== Data ==

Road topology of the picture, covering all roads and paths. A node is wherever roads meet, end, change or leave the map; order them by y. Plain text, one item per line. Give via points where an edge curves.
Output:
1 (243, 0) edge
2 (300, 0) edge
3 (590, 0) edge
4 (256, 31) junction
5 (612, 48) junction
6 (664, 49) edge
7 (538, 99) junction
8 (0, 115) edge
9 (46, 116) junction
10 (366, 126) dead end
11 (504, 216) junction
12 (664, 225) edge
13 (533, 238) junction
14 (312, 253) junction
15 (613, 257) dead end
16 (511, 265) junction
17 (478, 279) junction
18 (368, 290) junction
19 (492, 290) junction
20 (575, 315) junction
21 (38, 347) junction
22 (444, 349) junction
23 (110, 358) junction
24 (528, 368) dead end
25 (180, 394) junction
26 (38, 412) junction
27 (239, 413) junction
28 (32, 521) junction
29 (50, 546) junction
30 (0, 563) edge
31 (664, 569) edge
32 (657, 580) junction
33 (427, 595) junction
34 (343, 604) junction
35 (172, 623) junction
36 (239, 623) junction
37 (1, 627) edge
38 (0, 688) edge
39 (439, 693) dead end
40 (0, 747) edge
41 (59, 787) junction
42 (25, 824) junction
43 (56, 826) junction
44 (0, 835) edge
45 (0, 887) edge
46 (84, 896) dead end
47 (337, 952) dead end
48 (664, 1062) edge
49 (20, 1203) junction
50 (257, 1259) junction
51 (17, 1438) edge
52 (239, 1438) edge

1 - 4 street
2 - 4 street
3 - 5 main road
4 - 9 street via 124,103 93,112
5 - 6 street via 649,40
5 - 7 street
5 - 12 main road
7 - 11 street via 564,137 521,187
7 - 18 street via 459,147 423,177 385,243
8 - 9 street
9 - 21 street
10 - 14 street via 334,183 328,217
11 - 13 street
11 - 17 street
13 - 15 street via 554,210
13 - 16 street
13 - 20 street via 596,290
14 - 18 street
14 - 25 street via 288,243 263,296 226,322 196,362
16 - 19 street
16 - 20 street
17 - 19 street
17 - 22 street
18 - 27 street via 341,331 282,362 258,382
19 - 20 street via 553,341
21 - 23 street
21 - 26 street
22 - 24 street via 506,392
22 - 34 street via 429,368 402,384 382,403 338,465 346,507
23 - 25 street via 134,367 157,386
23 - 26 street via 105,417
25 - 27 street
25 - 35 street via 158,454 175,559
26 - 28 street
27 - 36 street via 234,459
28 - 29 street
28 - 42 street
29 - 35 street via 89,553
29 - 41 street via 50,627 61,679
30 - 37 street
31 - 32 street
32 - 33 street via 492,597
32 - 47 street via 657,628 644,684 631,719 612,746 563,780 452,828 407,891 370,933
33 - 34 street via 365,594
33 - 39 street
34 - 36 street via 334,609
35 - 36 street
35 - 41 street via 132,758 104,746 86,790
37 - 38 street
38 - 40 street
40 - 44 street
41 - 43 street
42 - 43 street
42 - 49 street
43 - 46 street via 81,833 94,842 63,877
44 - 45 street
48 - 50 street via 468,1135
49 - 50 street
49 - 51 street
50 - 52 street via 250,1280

===

● **Description of the task**
Please go through each line of the data and count those that contain the string "dead"; give that number alone.

● **Completed exercise**
6